What you will do: Extract from the listing each line in which the word "Kati" appears.

== Segment start ==

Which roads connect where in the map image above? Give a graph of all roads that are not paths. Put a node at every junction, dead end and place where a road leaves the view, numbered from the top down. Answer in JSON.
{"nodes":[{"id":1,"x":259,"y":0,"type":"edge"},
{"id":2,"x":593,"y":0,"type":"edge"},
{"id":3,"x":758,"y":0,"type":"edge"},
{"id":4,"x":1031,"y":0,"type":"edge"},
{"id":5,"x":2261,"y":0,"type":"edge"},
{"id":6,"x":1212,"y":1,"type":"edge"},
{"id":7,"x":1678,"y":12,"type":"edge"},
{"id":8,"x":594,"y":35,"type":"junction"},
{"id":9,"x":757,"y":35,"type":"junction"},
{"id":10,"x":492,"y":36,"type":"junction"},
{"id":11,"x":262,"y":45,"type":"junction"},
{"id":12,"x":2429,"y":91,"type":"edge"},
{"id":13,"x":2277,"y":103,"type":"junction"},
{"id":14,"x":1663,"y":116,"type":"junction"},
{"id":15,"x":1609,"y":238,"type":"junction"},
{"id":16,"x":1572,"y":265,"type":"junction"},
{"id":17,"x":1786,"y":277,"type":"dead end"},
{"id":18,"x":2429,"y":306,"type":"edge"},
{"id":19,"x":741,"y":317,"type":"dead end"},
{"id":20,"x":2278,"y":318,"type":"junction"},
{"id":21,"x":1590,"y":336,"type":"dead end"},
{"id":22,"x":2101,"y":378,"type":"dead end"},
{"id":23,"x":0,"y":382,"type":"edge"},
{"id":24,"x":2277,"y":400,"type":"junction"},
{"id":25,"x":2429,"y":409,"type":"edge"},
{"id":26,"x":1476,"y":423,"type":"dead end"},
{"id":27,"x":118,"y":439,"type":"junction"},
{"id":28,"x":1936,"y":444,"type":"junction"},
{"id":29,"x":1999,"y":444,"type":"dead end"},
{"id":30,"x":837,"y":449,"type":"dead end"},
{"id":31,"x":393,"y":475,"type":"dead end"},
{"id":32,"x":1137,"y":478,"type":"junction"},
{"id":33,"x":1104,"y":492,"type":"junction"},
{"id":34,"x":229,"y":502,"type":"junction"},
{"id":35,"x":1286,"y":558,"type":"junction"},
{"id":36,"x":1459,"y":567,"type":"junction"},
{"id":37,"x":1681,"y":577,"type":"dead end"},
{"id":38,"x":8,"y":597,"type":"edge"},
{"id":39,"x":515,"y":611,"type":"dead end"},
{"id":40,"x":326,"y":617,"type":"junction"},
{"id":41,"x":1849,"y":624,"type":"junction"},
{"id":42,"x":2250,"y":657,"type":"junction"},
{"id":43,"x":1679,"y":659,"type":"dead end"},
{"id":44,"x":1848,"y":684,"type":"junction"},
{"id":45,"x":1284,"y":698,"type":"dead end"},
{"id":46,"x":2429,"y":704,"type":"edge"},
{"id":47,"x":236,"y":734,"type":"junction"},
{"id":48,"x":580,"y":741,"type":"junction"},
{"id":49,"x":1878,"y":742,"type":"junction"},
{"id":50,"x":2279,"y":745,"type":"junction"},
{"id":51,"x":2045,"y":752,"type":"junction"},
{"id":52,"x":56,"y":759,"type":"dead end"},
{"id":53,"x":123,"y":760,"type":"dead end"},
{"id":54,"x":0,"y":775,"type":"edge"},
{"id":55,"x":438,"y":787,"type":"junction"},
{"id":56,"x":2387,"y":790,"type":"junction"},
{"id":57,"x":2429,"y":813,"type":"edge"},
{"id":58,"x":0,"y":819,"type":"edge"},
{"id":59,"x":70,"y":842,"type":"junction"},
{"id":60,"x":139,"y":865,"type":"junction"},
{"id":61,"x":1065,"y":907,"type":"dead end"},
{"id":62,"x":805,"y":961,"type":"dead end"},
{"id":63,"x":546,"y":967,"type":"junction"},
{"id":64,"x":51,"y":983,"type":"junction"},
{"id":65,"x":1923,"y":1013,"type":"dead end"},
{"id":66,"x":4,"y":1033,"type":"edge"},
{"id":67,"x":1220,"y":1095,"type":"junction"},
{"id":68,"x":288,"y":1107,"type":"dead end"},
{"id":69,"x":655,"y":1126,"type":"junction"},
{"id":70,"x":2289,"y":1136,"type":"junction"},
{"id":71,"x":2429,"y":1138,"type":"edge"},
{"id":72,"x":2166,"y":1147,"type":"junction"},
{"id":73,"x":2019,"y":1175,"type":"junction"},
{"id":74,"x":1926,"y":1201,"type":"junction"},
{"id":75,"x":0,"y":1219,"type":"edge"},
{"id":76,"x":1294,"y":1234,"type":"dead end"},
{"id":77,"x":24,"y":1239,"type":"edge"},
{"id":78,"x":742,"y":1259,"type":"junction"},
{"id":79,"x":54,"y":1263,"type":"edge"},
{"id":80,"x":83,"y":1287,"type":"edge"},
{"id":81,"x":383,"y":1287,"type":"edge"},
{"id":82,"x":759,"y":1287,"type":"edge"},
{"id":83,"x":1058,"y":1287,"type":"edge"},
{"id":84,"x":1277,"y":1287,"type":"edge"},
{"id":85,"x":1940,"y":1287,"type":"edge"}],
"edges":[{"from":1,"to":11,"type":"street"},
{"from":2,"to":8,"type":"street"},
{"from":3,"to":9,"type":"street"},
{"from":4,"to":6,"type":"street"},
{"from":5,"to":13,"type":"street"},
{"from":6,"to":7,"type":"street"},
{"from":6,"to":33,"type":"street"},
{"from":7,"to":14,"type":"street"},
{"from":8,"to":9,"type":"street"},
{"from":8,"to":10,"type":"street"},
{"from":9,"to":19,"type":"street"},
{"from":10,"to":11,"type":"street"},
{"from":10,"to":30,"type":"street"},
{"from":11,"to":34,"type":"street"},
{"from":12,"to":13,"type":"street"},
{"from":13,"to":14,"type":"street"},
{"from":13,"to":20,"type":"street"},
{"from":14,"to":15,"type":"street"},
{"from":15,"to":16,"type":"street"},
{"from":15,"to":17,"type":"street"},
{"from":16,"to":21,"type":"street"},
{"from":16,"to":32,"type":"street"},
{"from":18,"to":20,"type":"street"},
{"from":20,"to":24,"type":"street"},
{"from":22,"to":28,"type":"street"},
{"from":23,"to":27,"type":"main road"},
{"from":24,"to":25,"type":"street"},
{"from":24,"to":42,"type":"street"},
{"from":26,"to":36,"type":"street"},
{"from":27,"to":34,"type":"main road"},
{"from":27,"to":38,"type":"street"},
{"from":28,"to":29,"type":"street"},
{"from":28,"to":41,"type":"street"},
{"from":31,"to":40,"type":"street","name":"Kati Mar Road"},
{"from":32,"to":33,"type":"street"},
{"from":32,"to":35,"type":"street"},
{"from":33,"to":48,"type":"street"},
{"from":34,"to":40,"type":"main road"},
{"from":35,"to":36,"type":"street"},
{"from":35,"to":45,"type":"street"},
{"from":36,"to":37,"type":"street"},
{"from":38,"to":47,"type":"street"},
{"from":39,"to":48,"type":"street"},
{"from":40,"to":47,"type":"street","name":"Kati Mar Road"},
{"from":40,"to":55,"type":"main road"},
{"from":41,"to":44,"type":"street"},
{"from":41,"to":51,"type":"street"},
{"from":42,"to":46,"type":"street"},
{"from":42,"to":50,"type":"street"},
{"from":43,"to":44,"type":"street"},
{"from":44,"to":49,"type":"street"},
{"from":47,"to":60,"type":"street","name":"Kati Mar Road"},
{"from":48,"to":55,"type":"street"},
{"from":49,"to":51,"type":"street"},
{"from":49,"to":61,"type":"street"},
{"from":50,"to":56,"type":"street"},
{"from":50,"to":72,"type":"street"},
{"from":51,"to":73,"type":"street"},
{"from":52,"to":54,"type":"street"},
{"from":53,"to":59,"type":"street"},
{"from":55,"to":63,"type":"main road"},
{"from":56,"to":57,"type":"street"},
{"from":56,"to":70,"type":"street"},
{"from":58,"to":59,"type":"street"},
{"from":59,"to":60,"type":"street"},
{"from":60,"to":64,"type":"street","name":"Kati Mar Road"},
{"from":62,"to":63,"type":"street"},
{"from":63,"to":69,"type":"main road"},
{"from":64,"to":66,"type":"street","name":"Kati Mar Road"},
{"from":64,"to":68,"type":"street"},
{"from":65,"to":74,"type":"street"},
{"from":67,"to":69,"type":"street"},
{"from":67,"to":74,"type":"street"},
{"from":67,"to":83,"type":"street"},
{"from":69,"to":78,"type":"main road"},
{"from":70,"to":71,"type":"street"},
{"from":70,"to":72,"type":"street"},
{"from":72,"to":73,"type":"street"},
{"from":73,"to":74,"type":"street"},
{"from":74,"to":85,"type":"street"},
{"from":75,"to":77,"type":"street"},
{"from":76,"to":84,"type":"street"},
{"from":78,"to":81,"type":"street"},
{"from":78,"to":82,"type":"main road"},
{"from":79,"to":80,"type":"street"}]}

== Segment end ==

Task response:
{"from":31,"to":40,"type":"street","name":"Kati Mar Road"},
{"from":40,"to":47,"type":"street","name":"Kati Mar Road"},
{"from":47,"to":60,"type":"street","name":"Kati Mar Road"},
{"from":60,"to":64,"type":"street","name":"Kati Mar Road"},
{"from":64,"to":66,"type":"street","name":"Kati Mar Road"},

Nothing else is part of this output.